== PROBLEM REQUIREMENTS ==
Omit any picture, and return the remaining data exactly as written.

== DATA SUPPLIED ==
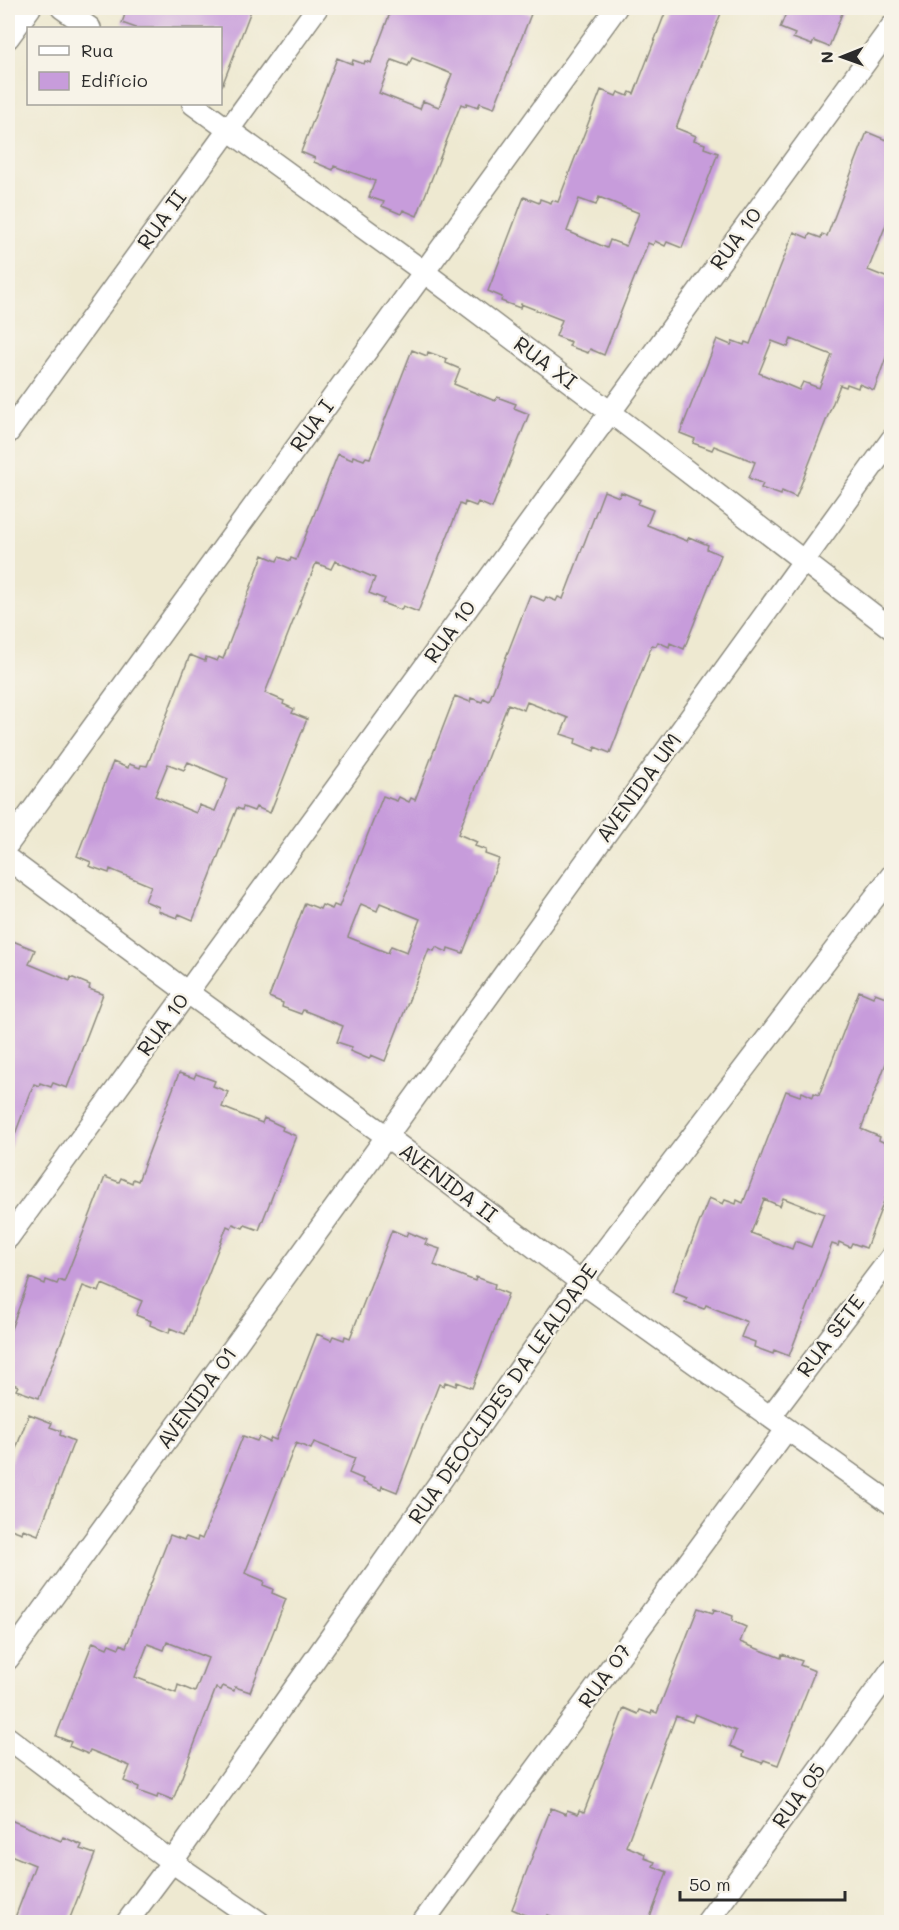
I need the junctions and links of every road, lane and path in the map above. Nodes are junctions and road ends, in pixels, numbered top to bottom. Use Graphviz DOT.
graph roads {
  1 [pos="30,8"];
  2 [pos="62,8"];
  3 [pos="317,8"];
  4 [pos="616,8"];
  5 [pos="891,26"];
  6 [pos="89,27"];
  7 [pos="8,38"];
  8 [pos="194,105"];
  9 [pos="228,129"];
  10 [pos="424,272"];
  11 [pos="610,412"];
  12 [pos="8,433"];
  13 [pos="891,439"];
  14 [pos="803,561"];
  15 [pos="891,629"];
  16 [pos="8,844"];
  17 [pos="8,859"];
  18 [pos="891,875"];
  19 [pos="187,992"];
  20 [pos="386,1136"];
  21 [pos="8,1238"];
  22 [pos="891,1256"];
  23 [pos="581,1282"];
  24 [pos="779,1423"];
  25 [pos="891,1504"];
  26 [pos="8,1659"];
  27 [pos="891,1668"];
  28 [pos="8,1738"];
  29 [pos="172,1862"];
  30 [pos="127,1923"];
  31 [pos="259,1923"];
  32 [pos="423,1923"];
  33 [pos="707,1923"];
  1 -- 7 [label="street"];
  2 -- 6 [label="street"];
  3 -- 9 [label="street, RUA II"];
  4 -- 10 [label="street, RUA I"];
  5 -- 11 [label="street, RUA 10"];
  8 -- 9 [label="street, RUA XI"];
  9 -- 10 [label="street, RUA XI"];
  9 -- 12 [label="street, RUA II"];
  10 -- 11 [label="street, RUA XI"];
  10 -- 16 [label="street, RUA I"];
  11 -- 14 [label="street, RUA XI"];
  11 -- 19 [label="street, RUA 10"];
  13 -- 14 [label="street, AVENIDA UM"];
  14 -- 15 [label="street, RUA XI"];
  14 -- 20 [label="street, AVENIDA UM"];
  17 -- 19 [label="street, AVENIDA II"];
  18 -- 23 [label="street, RUA DEOCLIDES DA LEALDADE"];
  19 -- 20 [label="street, AVENIDA II"];
  19 -- 21 [label="street, RUA 10"];
  20 -- 23 [label="street, AVENIDA II"];
  20 -- 26 [label="street, AVENIDA 01"];
  22 -- 24 [label="street, RUA SETE"];
  23 -- 24 [label="street, AVENIDA II"];
  23 -- 29 [label="street, RUA DEOCLIDES DA LEALDADE"];
  24 -- 25 [label="street, AVENIDA II"];
  24 -- 32 [label="street, RUA 07"];
  27 -- 33 [label="street, RUA 05"];
  28 -- 29 [label="street"];
  29 -- 30 [label="street, RUA DEOCLIDES DA LEALDADE"];
  29 -- 31 [label="street"];
}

== SOLUTION ==
I need the junctions and links of every road, lane and path in the map above. Nodes are junctions and road ends, in pixels, numbered top to bottom. Use Graphviz DOT.
graph roads {
  1 [pos="30,8"];
  2 [pos="62,8"];
  3 [pos="317,8"];
  4 [pos="616,8"];
  5 [pos="891,26"];
  6 [pos="89,27"];
  7 [pos="8,38"];
  8 [pos="194,105"];
  9 [pos="228,129"];
  10 [pos="424,272"];
  11 [pos="610,412"];
  12 [pos="8,433"];
  13 [pos="891,439"];
  14 [pos="803,561"];
  15 [pos="891,629"];
  16 [pos="8,844"];
  17 [pos="8,859"];
  18 [pos="891,875"];
  19 [pos="187,992"];
  20 [pos="386,1136"];
  21 [pos="8,1238"];
  22 [pos="891,1256"];
  23 [pos="581,1282"];
  24 [pos="779,1423"];
  25 [pos="891,1504"];
  26 [pos="8,1659"];
  27 [pos="891,1668"];
  28 [pos="8,1738"];
  29 [pos="172,1862"];
  30 [pos="127,1923"];
  31 [pos="259,1923"];
  32 [pos="423,1923"];
  33 [pos="707,1923"];
  1 -- 7 [label="street"];
  2 -- 6 [label="street"];
  3 -- 9 [label="street, RUA II"];
  4 -- 10 [label="street, RUA I"];
  5 -- 11 [label="street, RUA 10"];
  8 -- 9 [label="street, RUA XI"];
  9 -- 10 [label="street, RUA XI"];
  9 -- 12 [label="street, RUA II"];
  10 -- 11 [label="street, RUA XI"];
  10 -- 16 [label="street, RUA I"];
  11 -- 14 [label="street, RUA XI"];
  11 -- 19 [label="street, RUA 10"];
  13 -- 14 [label="street, AVENIDA UM"];
  14 -- 15 [label="street, RUA XI"];
  14 -- 20 [label="street, AVENIDA UM"];
  17 -- 19 [label="street, AVENIDA II"];
  18 -- 23 [label="street, RUA DEOCLIDES DA LEALDADE"];
  19 -- 20 [label="street, AVENIDA II"];
  19 -- 21 [label="street, RUA 10"];
  20 -- 23 [label="street, AVENIDA II"];
  20 -- 26 [label="street, AVENIDA 01"];
  22 -- 24 [label="street, RUA SETE"];
  23 -- 24 [label="street, AVENIDA II"];
  23 -- 29 [label="street, RUA DEOCLIDES DA LEALDADE"];
  24 -- 25 [label="street, AVENIDA II"];
  24 -- 32 [label="street, RUA 07"];
  27 -- 33 [label="street, RUA 05"];
  28 -- 29 [label="street"];
  29 -- 30 [label="street, RUA DEOCLIDES DA LEALDADE"];
  29 -- 31 [label="street"];
}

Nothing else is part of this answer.